Von Grit Büttner 30.08.2007, 10:14

Goldberg/Witten/dpa. - Mit ruhiger Hand setzt er die Nadeln, rund um die Augen, an Ohren und Hals. Präzision ist gefragt, meint Klaus-Dieter Jost aus dem mecklenburgischen Goldberg (Kreis Parchim).

Die Metallstifte werden die Haut des Kängurus beim Trocknen festhalten. Damit am Ende alles passt, das Präparat eines natürlich verendeten Zoobewohners lebendig, sauber und korrekt aussieht, erklärt der 50-Jährige. Er sei Naturfreund, seit er denken kann, meint er. Und beseelt davon, Tiere für die Ewigkeit zu bewahren. «Doch der Beruf ernährt einen kaum, irgendwie gehört auch der zoologische Präparator zu einer aussterbenden Spezies.»

Sie sind selten geworden und haben inzwischen zu wenig Arbeit, bestätigt Hagen Schulz-Hanke, Vorsitzender des Verbandes Deutscher Präparatoren (Witten/Nordrhein-Westfalen). Der Grund dafür sei zweischneidig: Artenschutz sei durchaus ein Problem, da Material zum Präparieren verloren ginge.

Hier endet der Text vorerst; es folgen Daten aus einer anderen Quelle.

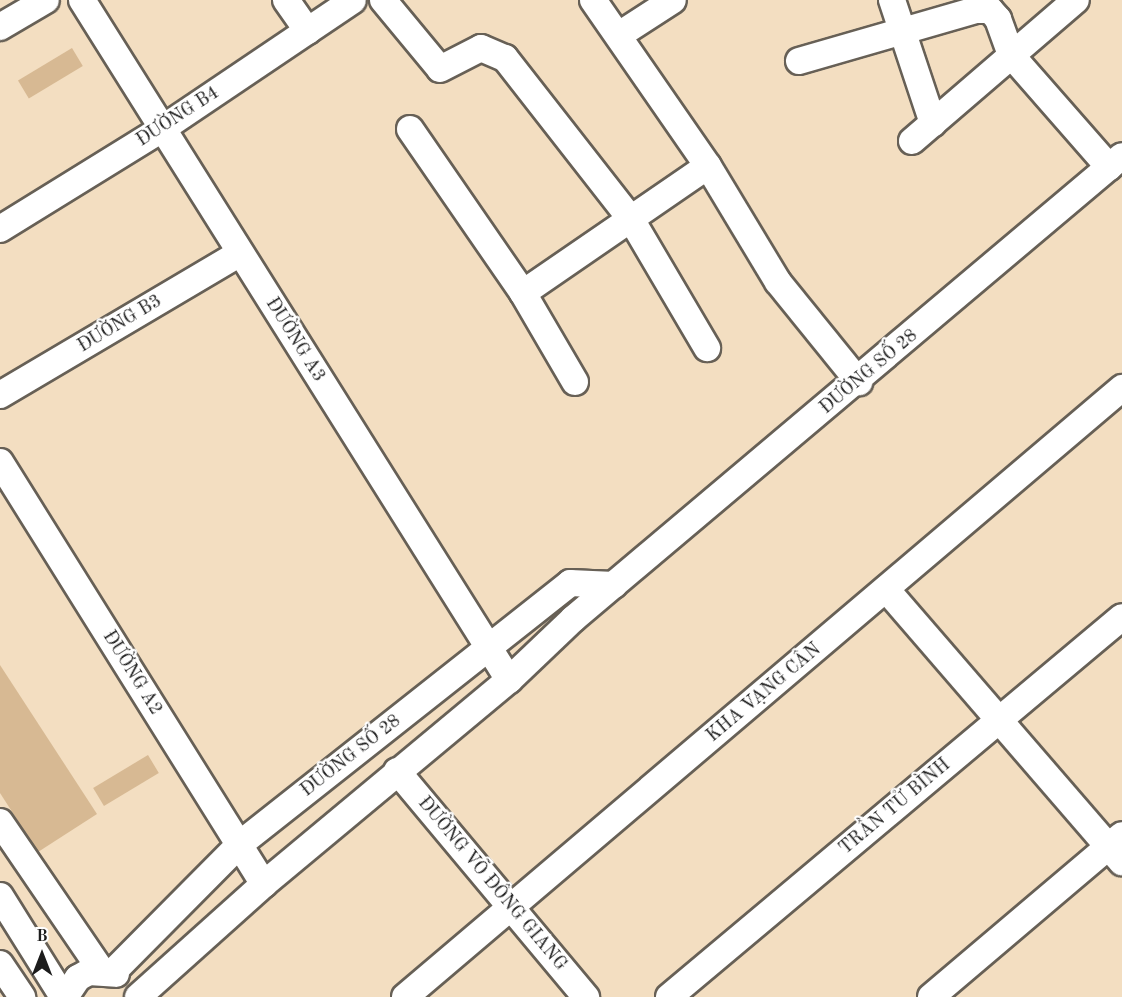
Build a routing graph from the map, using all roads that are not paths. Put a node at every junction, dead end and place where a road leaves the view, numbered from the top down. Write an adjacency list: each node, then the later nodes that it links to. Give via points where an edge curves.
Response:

Obwohl geschützte Tiere ohnehin nur nach natürlichem Tod und mit Genehmigung behandelt würden. «Man darf doch nicht mal ein totes Eichhörnchen aufheben», so Jost aus Goldberg. Der Bundesverband strebt jetzt ein einheitliches Kennzeichnen der Präparate mittels eingespritztem Chip an, um Kontrollmöglichkeiten und letztlich die Akzeptanz für das Konservieren auch geschützter Arten zu erhöhen.

Jost fand als Hobby-Ornithologe zu seinem Beruf. Der gelernte Polsterer aus dem brandenburgischen Cottbus wurde im Fernstudium Ingenieur für Präparationstechnik. Neben der Arbeit im Goldberger Heimatmuseum büffelte der leidenschaftliche Fotograf vier Jahre lang Tieranatomie, zoologische Geographie, Zeichnen, Modellieren, Materialkunde und Verarbeitungstechniken. 1991 machte er sich selbstständig.

Sein «faunarium» ist ein Blockhaus im Garten. Die kleine Werkstatt mutet wie ein bunt zusammengewürfelten Naturkundemuseum an: Vögel, Fische, Füchse, Marder, kapitale Hirsche und angriffslustige Keiler treffen in diesem tierischen Sammelsurium auf Dinosaurier und speerbewaffnete Steinzeitmenschen. Mit dem Gestalten von Figuren, Landschaften oder kompletten Ausstellungen für Museen und Naturparks, aktuell für Wittenhagen bei Feldberg (Brandenburg), kann Jost sein Brot auch dann verdienen, wenn Aufträge für Jagdtrophäen, Lehrmittel und Präparate heimischer Tiere ausbleiben.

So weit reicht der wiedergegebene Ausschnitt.